Nevertheless, it remains unknown as to how exactly the POR*28; C > T SNP can affect tacrolimus metabolism. POR mutations possibly alter the distribution of charge in the electron-donating domain, which might have quite different effects on the interaction of POR with different cytochrome P450 enzymes [26, 27]. The POR*28 allele has the potential to explain interindividual variability in CYP3A capacity.

Here, we recommend physicians first focus on the CYP3A5 polymorphism and then additionally classify patients according to POR*28. To clarify the influence of POR polymorphisms on dose requirements of tacrolimus, further study of the mechanisms common to CYP3A5 and POR*28 alleles should be performed. More patients may be required to increase the numbers of those with the POR*28/ *28 genotype.
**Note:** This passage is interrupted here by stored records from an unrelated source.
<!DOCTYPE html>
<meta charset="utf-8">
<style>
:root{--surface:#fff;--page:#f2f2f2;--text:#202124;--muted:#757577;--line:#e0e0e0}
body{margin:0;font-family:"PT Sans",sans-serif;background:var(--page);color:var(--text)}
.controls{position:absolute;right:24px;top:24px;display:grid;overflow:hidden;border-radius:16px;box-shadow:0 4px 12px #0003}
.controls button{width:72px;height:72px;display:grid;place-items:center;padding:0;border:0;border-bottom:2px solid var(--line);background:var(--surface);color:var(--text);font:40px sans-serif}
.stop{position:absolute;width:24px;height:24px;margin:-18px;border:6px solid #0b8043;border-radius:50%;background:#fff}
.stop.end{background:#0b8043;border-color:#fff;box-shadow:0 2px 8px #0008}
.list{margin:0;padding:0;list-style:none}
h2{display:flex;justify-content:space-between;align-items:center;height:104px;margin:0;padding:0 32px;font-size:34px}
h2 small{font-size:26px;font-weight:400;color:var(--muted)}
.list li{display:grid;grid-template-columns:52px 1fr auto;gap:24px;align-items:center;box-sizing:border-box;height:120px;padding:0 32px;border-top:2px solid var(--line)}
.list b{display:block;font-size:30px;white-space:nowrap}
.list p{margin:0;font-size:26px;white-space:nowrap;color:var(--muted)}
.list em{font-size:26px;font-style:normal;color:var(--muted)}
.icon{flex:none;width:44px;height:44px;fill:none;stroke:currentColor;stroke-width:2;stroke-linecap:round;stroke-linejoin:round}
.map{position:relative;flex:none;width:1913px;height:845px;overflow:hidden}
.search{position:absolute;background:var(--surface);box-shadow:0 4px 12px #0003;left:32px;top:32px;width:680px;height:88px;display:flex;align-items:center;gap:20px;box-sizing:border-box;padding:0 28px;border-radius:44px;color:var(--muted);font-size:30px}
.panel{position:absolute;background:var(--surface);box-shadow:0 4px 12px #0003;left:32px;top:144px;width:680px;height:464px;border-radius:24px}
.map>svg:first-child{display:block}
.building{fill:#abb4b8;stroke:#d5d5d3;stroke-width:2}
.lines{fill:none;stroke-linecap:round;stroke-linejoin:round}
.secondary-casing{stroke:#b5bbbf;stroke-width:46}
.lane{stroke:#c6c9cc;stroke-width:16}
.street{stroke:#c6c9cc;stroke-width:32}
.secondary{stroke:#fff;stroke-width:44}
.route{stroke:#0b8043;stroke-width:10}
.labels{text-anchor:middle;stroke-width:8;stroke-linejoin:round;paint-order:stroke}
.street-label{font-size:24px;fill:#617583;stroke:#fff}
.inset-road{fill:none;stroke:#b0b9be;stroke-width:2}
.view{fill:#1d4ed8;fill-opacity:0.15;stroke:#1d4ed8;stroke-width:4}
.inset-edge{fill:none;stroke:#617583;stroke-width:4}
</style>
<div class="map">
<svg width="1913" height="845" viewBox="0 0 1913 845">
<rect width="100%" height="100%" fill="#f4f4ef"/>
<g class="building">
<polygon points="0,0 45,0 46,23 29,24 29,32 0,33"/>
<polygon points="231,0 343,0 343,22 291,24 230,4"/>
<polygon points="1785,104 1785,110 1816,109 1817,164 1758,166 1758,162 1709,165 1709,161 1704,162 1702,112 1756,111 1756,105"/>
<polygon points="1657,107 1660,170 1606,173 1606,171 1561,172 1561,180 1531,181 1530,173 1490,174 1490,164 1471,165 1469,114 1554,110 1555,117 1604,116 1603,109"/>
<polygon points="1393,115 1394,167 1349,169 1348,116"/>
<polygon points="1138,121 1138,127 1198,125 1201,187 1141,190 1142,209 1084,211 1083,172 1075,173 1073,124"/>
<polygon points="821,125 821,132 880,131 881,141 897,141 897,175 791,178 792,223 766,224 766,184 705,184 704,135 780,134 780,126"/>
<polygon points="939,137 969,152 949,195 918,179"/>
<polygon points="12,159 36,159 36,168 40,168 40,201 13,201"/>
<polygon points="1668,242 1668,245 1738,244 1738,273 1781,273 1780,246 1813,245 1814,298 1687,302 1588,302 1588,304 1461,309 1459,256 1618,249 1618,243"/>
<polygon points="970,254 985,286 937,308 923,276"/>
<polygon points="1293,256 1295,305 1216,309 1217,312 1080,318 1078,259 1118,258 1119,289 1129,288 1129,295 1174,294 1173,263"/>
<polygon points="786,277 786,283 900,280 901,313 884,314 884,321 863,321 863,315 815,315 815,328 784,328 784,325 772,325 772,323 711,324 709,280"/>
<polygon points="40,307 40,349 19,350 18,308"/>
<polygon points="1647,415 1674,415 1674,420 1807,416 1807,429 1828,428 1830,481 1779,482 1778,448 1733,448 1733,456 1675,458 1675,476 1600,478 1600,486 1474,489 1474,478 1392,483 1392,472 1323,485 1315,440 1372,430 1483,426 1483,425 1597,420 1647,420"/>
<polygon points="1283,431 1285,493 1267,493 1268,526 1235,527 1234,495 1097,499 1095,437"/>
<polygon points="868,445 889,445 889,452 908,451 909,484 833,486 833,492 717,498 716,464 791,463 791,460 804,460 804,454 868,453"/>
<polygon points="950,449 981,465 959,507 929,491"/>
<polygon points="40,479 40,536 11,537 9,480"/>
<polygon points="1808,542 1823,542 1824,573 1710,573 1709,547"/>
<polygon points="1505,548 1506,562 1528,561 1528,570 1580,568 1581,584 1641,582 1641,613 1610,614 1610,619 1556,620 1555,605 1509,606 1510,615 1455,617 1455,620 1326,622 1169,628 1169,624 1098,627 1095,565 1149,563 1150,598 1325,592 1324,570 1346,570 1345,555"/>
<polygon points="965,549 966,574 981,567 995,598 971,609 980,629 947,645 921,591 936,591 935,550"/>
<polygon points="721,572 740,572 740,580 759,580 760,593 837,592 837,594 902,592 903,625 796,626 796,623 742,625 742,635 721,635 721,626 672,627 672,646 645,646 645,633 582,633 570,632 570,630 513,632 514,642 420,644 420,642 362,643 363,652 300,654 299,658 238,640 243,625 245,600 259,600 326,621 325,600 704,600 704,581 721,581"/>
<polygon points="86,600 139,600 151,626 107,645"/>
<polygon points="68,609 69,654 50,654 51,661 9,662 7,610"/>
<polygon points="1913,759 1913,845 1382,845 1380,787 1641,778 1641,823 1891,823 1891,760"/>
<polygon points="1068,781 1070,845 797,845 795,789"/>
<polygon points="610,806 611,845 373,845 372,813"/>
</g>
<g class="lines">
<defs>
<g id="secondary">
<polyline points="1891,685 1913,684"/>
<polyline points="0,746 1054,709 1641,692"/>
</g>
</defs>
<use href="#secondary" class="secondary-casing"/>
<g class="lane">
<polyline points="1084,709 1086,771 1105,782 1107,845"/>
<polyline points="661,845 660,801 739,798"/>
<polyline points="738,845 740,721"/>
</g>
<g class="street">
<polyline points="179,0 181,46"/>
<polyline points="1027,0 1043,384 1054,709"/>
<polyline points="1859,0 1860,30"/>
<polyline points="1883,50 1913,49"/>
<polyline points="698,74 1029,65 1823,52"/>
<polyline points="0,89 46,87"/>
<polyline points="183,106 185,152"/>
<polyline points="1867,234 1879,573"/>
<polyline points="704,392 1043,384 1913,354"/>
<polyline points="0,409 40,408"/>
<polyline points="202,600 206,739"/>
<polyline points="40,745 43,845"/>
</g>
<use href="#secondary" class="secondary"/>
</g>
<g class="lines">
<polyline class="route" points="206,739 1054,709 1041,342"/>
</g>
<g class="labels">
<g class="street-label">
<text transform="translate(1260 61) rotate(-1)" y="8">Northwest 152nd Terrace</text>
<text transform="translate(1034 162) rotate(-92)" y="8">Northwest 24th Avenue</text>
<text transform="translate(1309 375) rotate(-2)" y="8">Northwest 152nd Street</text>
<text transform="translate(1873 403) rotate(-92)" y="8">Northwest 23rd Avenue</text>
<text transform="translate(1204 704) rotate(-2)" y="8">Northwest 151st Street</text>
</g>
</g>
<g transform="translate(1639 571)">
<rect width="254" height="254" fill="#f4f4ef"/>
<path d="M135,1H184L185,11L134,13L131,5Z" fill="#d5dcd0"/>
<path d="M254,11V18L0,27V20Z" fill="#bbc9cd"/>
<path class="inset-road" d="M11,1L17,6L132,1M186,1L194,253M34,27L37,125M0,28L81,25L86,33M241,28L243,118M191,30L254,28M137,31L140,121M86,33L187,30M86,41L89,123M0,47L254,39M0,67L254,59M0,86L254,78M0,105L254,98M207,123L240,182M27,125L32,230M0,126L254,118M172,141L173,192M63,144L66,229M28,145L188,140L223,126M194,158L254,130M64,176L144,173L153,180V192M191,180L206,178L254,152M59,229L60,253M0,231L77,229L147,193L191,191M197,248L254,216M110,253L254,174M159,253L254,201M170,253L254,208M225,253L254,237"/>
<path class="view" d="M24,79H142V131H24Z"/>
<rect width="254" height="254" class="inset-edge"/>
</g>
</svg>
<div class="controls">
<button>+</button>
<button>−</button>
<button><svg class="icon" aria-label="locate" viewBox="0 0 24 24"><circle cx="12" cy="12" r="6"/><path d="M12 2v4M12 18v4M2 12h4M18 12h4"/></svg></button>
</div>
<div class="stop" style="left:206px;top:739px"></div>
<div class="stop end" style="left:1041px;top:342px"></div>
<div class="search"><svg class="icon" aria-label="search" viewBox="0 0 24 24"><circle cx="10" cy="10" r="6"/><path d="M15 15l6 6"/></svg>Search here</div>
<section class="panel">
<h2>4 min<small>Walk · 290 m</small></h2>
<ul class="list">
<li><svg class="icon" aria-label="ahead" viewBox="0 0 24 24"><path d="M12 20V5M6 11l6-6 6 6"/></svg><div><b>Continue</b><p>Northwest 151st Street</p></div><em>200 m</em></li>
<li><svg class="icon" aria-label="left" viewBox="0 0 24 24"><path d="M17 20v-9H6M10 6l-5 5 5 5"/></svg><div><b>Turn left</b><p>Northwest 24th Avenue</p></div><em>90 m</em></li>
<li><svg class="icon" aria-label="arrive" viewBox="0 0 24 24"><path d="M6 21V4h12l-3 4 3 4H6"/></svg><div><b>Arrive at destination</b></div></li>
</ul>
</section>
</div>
A limitation of this study is that there were insufficient participants in group 3 CYP3A5*1/* 1-POR*28/*28 in which only one participant presented with these genotypes. This group could not be included in the statistical analysis.

Conclusion

CYP3A5 is the key polymorphism to determine optimal tacrolimus dose requirements for the maintenance phase in kidney transplant recipients. POR is an adjunctive genetic polymorphism, which affects only CYP3A5 expressers. Apart from CYP3A5*3, POR*28 might also contribute to the interindividual variability seen in Thai recipients of kidney transplants receiving tacrolimus.